In the wake of recent arguments in the Texas and Mississippi abortion cases, critics of the U.S. Supreme Court have publicly questioned its legitimacy as its members consider overturning long-standing judicial precedent.
These critics are not solely limited to the press, pundits, or politicians. Even members of the court itself are criticizing the actions of their colleagues and asserting that their decisions will undermine the judiciary in the long-term.
“Will this institution survive the stench that this creates in the public perception that the Constitution and its readings are just political acts?” said Justice Sonia Sotomayor during the debate over Mississippi’s ban on abortion after 15 weeks.
Even Chief Justice John Roberts, who was appointed by former President George W. Bush and generally recognized as a solidly conservative jurist, has expressed deep concern about the future of the court. In a strongly-worded opinion published along with the Texas ruling, Roberts joined the three remaining liberal justices — Sotomayor, Elena Kagan, and Steven Breyer — to argue that the “clear purpose and actual effect of [the Texas law] has been to nullify the court’s ruling.”
Citing precedent such as Marbury vs. Madison, the 1803 landmark decision that established the principle of judicial review, Roberts noted that allowing these laws to continue existing would threaten the fundamental structure of the Supreme Court and further undermine the principle of judicial review.
Since the Texas law has primarily been seen as an attempt to subvert the long-standing precedent of Roe v. Wade, Roberts called upon his fellow conservatives to push back against conservative lawmakers who seek to undermine precedent.
Roberts said, “The nature of the federal right infringed does not matter; it is the role of the Supreme Court in our constitutional system that is at stake.”
The two justices’ concerns about the future of the court, though, take on even more urgency when put in the context of the political process that resulted in the current majority of strongly conservative judges who will be making the controversial decisions.
In early 2016, after the death of former Justice Antonin Scalia, former Senate Majority Leader Mitch McConnell and fellow Republicans announced that they would not even consider a nomination to fill the seat until the next president took office nearly 10 months later. This political power play blocked former President Barack Obama’s nomination of Merrick Garland (a well-respected member of the federal court of appeals) and laid the foundation for the conservative majority we see today.
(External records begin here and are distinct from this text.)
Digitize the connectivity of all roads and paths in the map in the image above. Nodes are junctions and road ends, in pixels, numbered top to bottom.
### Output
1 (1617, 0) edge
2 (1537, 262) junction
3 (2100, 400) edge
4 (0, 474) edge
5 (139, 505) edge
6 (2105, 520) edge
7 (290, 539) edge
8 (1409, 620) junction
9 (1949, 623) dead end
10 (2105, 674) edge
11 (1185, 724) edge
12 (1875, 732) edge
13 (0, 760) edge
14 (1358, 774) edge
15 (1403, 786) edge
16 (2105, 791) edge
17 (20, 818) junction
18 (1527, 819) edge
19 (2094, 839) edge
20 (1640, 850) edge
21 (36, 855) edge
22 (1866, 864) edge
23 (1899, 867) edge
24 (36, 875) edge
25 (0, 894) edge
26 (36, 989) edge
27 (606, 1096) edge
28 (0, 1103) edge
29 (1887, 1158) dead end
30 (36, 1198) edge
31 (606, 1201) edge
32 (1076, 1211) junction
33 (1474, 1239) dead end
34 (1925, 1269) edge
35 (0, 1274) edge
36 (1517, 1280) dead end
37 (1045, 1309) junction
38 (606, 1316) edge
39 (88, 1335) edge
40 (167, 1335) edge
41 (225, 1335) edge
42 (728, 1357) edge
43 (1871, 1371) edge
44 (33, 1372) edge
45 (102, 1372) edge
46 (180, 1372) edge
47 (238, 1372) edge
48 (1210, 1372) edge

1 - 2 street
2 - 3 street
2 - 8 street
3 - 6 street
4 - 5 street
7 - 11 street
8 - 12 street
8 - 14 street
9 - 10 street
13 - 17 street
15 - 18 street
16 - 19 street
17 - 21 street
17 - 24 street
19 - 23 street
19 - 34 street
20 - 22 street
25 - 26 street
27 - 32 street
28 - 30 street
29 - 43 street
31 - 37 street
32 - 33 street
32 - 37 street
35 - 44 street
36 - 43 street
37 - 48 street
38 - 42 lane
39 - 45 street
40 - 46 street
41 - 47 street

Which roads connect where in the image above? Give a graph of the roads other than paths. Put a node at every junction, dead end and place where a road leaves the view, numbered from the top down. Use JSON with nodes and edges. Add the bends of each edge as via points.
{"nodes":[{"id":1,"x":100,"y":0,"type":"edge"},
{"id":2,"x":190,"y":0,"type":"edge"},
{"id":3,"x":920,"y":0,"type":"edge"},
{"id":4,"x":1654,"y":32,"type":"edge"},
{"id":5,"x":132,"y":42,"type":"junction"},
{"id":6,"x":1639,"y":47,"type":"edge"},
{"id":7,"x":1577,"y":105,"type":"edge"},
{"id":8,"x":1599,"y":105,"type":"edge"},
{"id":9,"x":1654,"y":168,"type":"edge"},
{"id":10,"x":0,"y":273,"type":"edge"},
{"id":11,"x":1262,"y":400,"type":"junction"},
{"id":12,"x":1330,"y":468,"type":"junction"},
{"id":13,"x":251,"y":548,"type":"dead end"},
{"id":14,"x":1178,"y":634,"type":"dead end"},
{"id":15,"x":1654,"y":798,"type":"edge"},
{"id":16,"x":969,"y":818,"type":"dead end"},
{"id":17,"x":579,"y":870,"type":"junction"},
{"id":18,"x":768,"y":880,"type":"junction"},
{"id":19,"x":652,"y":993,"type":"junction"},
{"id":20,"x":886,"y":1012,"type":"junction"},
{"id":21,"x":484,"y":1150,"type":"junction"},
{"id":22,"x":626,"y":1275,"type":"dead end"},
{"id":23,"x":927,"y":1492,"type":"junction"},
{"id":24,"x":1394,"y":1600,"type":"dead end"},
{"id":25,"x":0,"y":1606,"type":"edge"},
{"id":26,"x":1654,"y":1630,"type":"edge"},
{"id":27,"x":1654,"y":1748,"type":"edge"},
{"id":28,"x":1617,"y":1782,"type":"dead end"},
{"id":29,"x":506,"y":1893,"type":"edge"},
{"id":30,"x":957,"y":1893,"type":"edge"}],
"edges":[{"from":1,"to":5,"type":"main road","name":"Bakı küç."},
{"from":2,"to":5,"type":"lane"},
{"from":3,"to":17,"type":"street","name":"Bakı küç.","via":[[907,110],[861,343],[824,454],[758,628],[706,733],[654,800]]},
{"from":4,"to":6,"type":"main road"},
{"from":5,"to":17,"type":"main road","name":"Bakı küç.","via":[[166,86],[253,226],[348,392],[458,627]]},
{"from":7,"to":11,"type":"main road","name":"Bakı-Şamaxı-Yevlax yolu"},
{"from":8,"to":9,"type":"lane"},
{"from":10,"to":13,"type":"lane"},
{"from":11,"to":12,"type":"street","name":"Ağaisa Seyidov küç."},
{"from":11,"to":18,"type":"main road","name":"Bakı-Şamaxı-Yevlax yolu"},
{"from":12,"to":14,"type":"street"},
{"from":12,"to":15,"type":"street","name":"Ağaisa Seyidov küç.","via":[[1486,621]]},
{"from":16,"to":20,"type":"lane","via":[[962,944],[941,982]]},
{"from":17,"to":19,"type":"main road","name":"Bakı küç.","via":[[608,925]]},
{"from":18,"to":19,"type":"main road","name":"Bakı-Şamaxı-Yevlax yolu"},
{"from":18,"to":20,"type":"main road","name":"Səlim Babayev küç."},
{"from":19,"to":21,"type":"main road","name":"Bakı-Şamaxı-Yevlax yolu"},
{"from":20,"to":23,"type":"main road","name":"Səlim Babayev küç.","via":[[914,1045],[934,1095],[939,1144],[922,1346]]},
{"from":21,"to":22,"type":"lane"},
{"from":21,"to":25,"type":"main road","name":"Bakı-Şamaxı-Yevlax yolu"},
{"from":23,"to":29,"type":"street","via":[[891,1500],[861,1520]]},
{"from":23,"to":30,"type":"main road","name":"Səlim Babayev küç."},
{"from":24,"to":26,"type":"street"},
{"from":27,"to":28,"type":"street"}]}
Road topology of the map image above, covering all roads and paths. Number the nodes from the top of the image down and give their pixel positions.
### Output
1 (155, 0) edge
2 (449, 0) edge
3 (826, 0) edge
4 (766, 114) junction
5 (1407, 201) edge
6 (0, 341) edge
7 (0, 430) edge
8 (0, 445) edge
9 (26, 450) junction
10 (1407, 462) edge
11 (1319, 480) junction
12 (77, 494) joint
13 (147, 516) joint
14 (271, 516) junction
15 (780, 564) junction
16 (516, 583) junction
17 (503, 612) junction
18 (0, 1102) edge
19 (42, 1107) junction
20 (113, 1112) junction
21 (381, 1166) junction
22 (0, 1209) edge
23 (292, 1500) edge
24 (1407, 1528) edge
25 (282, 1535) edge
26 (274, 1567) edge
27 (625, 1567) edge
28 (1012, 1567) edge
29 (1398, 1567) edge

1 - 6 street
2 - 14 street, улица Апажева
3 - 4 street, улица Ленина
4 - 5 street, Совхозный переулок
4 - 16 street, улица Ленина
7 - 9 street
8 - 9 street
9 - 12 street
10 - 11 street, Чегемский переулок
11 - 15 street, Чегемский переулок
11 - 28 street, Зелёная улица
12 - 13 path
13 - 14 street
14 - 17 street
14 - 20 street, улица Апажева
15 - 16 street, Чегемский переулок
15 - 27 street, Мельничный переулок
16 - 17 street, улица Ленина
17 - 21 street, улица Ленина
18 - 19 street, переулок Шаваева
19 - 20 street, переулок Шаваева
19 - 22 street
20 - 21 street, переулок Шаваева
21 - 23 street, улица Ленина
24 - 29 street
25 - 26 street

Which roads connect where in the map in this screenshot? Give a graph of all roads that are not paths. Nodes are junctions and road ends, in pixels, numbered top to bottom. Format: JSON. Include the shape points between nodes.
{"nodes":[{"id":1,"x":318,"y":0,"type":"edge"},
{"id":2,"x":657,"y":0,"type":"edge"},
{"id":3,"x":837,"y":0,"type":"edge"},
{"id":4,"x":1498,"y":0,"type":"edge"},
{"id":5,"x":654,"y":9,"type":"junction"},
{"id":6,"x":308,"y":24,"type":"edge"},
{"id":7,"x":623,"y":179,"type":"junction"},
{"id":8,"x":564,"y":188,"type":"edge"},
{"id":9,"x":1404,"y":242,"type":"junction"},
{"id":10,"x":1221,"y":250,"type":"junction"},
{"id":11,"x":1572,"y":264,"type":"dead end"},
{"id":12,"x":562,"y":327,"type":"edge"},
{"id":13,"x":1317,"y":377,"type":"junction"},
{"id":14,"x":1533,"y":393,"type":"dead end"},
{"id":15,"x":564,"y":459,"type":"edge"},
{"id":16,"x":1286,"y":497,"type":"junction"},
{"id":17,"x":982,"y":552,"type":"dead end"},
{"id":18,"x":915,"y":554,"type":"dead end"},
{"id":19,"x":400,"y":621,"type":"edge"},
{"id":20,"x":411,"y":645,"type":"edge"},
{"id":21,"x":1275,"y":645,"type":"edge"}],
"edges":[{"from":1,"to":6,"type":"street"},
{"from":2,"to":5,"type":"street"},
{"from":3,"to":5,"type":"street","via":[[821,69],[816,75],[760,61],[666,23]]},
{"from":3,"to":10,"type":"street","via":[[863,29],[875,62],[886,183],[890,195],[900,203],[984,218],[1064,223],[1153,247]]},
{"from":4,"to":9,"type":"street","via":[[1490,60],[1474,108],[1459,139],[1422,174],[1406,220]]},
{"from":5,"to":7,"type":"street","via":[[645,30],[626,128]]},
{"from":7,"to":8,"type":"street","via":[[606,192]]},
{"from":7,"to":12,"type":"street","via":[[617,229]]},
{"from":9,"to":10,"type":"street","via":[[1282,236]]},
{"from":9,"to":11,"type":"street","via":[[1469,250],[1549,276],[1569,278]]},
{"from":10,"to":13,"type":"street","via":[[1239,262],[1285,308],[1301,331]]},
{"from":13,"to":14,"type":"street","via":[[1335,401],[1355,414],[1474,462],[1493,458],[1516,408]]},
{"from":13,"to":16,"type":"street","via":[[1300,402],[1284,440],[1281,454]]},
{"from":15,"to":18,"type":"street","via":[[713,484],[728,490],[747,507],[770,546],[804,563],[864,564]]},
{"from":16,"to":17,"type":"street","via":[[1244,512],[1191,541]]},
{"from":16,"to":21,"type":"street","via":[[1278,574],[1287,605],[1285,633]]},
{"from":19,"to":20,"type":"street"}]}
McConnell tried to justify his choice to stonewall consideration of the nominee by citing precedent in his 2016 announcement.
McConnell said, “All we are doing is following the long-standing tradition of not fulfilling a nomination in the middle of a presidential year.”
Yet, this simply isn’t true. According to the New York University Law Review, presidents generally have success nominating and appointing court replacements and specifically in the handful of cases in which the process played out during an election year.
Upon reflection and after anticipating a nomination opportunity in the final year of the Trump administration, McConnell attempted to revise his justification in 2019.
McConnell said, “[Y]ou have to go back to … 1880s to find the last time … a Senate of a different party from the president filled a Supreme Court vacancy created in the middle of a presidential election. That was entirely the precedent.”
However, McConnell’s second claim was also false. Since 1880, there have been two more recent cases of confirmations when the Senate is controlled by the opposite party. In 1988, Justice Anthony Kennedy was confirmed by the Democratic-majority Senate in a unanimous vote of 97-0, according to the Brookings Institution. Similarly, President Dwight Eisenhower made an uncontested October 1956 appointment of Justice William J. Brennan.
In short, the political process – and specifically Senate leadership – has historically honored the constitutional obligation to consider a Supreme Court nominee in a reasonable and timely manner.
The Garland incident itself would put the court’s legitimacy in question if the replacement justice made the difference in critical decisions. But in 2020, McConnell, faced with a Supreme Court vacancy due to Ruth Bader Ginsburg’s death less than two months prior to the upcoming presidential election, fast-tracked former President Donald Trump’s nomination of Justice Amy Coney Barrett in less than 30 days to pack the court with a sixth conservative vote.
The asymmetrical treatment of the two nominees in 2016 and 2020, which was based purely on political power, taints the nomination process and ultimately the legitimacy of the Supreme Court as an institution. The court that resulted from that process now threatens to eliminate fundamental rights that have been recognized for decades.
The solution is simple: the Senate should establish a requirement that forces a nominee to be considered within a certain period of time after the nomination, regardless of who controls the Senate. Senators can always choose to vote against a nominee, but the process should play out, and the nominee should get an appropriate hearing from the Senate.
McConnell’s actions have produced one of the most ideologically divided and conservative courts that our country has experienced in the last 100 years and one that has signaled it will upend key parts of U.S. jurisprudence.
Earlier this year, Barrett told an audience that she wanted to convince them that the court “is not comprised of a bunch of partisan hacks.” Unfortunately for her and the rest of the court, the disparate treatment of these two nominations has left behind a stench of politics that will be hard to get rid of.